In 2013, the Tyler Museum of Art presented “Winn Morton: Festivals, Pageants & Follies.” The exhibition featured 250 of his sketches, costumes and accessories.
“The Tyler community knows Winn Morton for his decades of creativity and magic around the Texas Rose Festival,” Chris Leahy, the museum’s executive director, noted in the exhibit’s guide. “With the exhibition … we have the opportunity to experience the depth and breath of his larger artistry.”
The museum opened the exhibition with a huge formal party at which Morton reigned as the center of attention.
Some of Morton’s festival sketches and costumes are on view at Gallery Main Street in downtown Tyler. The “Portraits of Inspiration” exhibition is being held in conjunction with this year’s festival of the same name.

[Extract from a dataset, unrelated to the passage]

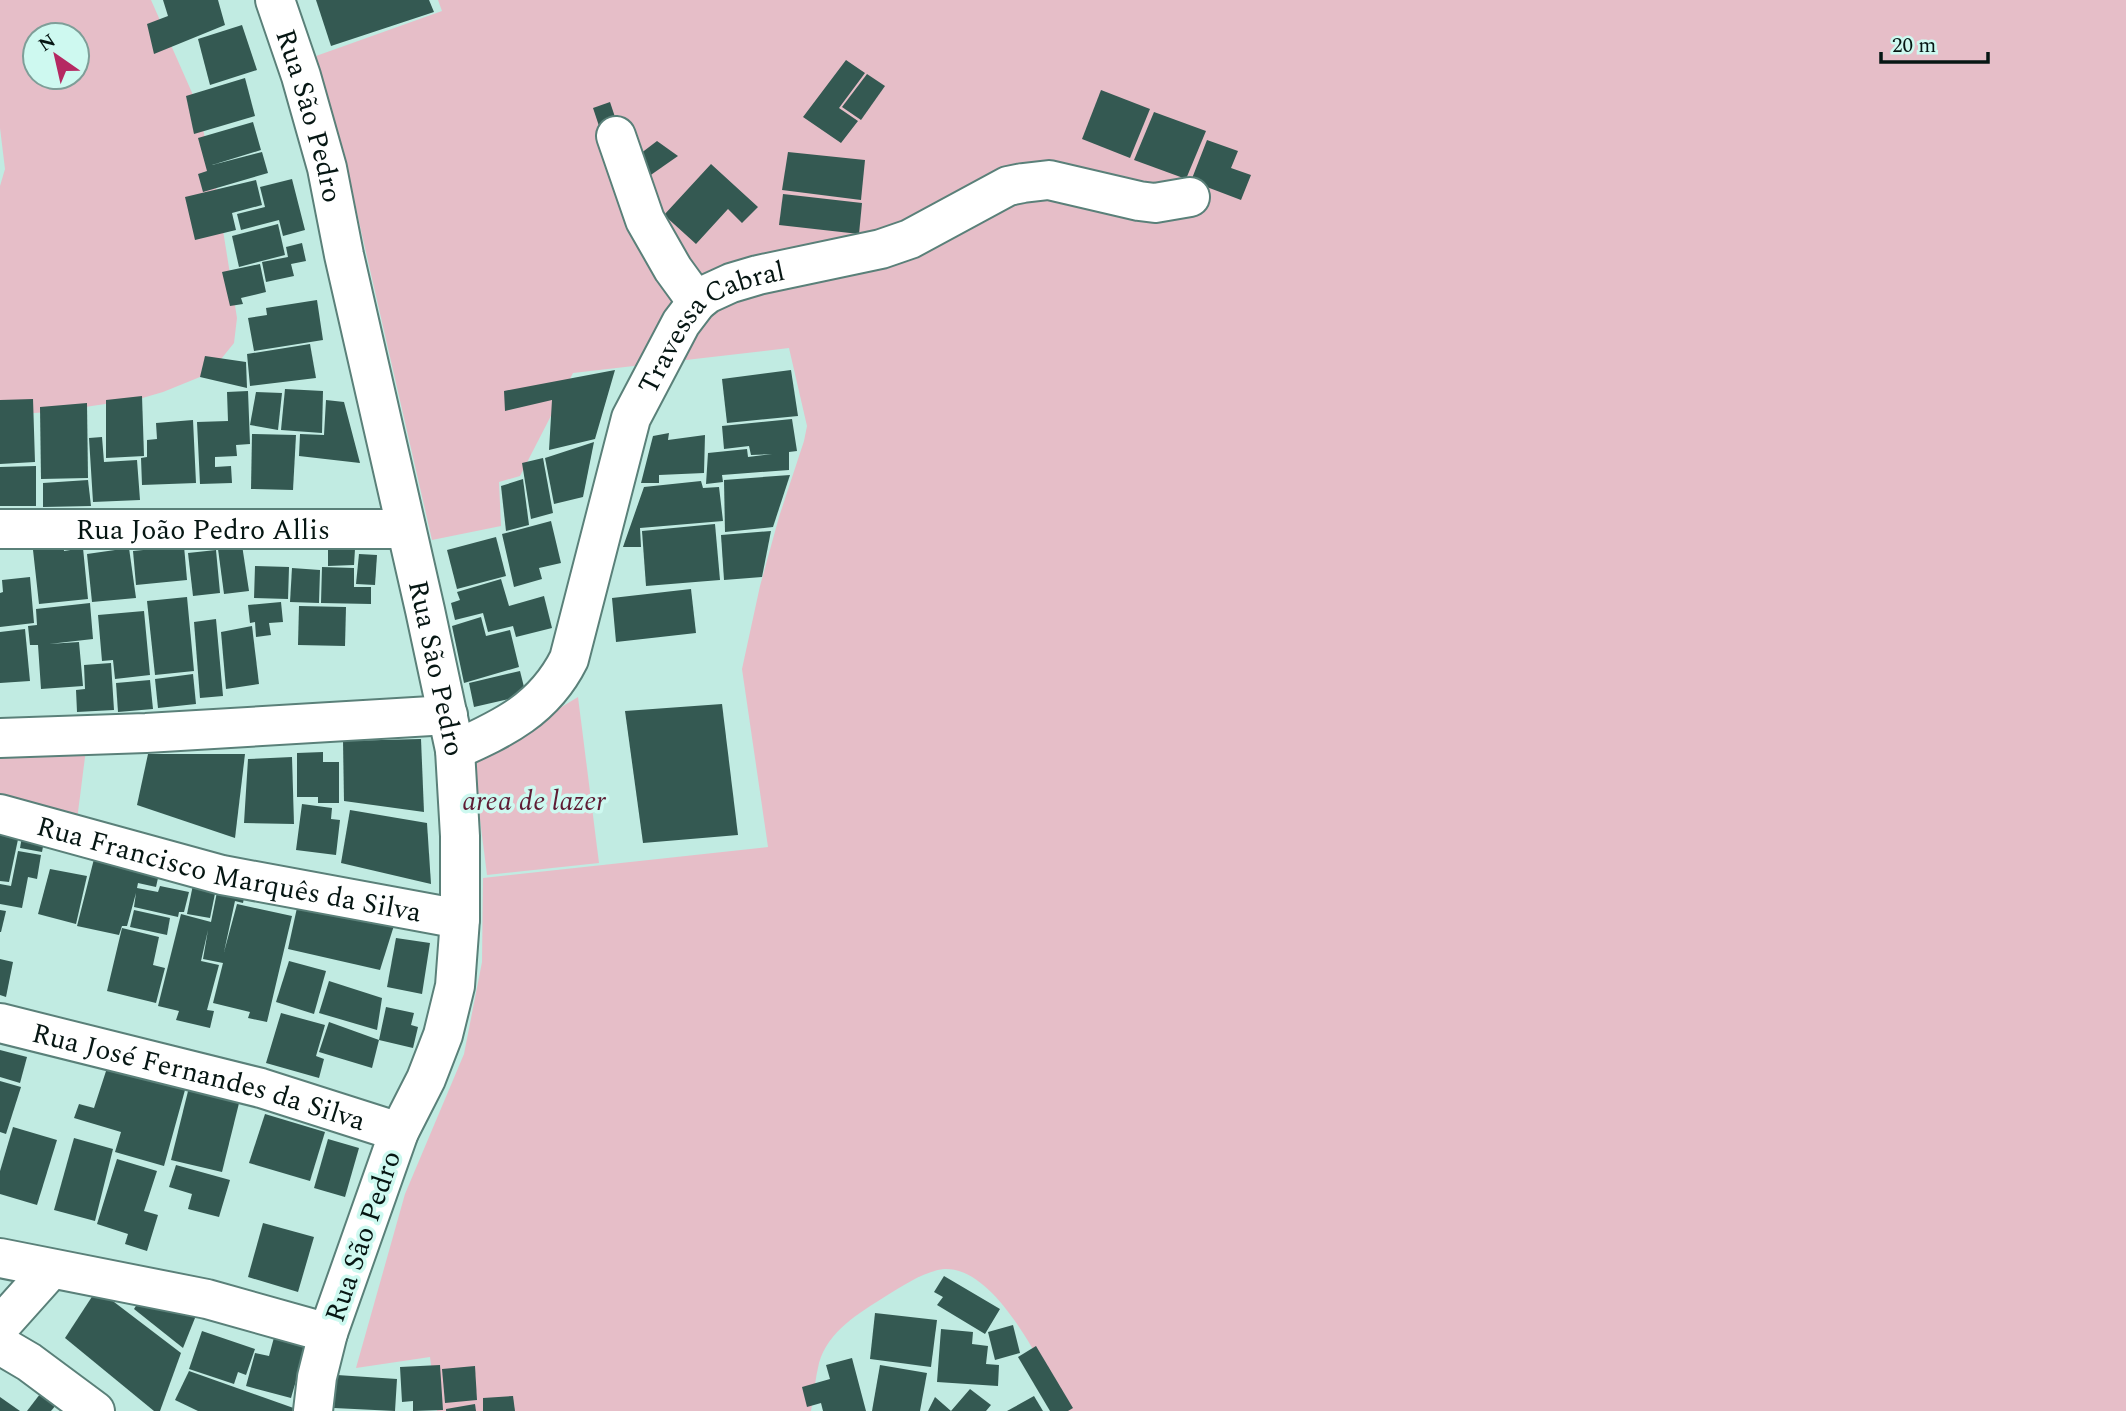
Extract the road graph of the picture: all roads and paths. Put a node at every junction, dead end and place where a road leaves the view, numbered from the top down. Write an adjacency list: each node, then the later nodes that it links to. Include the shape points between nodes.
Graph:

The grandest showcase of Morton’s talent is the Tyler Rose Museum, where some of his coronation costumes, including rose queen gowns, are always on display. One of the museum’s missions is to preserve and present the costumes for future generations to see.
Morton’s work with the Rose Festival also has been immortalized in “The Queen’s New Clothes,” a recently released documentary made by Ashley Bush, a granddaughter of the late President George H.W. Bush. The film won the People’s Choice Award earlier this year at the Dallas Film Festival.
THE ENDMorton kept designing long after most people would have retired. Eventually his only client was the Texas Rose Festival and his only focus was making the festival’s costumes unforgettable.
A few years ago, Morton suffered a serious fall at home and badly damaged both knees. He spent months in rehabilitation. He said he’s sometimes in pain when has to be on his feet a lot. He acknowledged that he tires more quickly.
Those who know Morton say despite turning 90, he is as creative as ever.
“Winn’s brilliant. There’s no one else who can do what he does,” Bob Cook, Morton’s longtime collaborator and prop maker, said in an interview last year. “And he just keeps getting better.”
Morton said he is making this festival his crowning achievement. “I have to. It’s my swan song. … The queen wanted the biggest and most beautiful crown ever and that’s what she got.”
Ballard said the costumes are some of his best work. “So proud for this festival and for the audiences to see what he has (in store) for the grand finale. No shortage on sparkle, I can assure you.”
During an interview this summer, Morton was reluctant to discuss whether he would be overcome with emotions when the curtain comes down on his final coronation.
”It will be sad for me,” was all he would acknowledge.
Ballard tears up when she thinks about it. She said it also will be sad for the thousands of people he has worked with on the Rose Festival over these many years and the countless number who admire his work.
”Winn Morton has brought such talent and joy to our organization over the past three decades,” Ballard said. “He has graced us with enthusiasm and imagination that (never) ceases to amaze us all. … He is a jewel and he will be greatly missed.”
The Rose Festival has selected Jacob A. Climer, a designer born in Dallas and based in New York City, to carry on Morton’s tradition of grandeur.
”He comes along with amazing credentials and education,” Ballard said. “Jacob has extensive knowledge in the Broadway, theater and opera worlds. We look forward to seeing him step into some big shoes and carry us into the next generation of the Texas Rose Festival.”
Morton knows, perhaps better than anyone, that his long affiliation with the Texas Rose Festival has cemented his reputation as the king of glitz and glamour and that, even without him, the show must go on.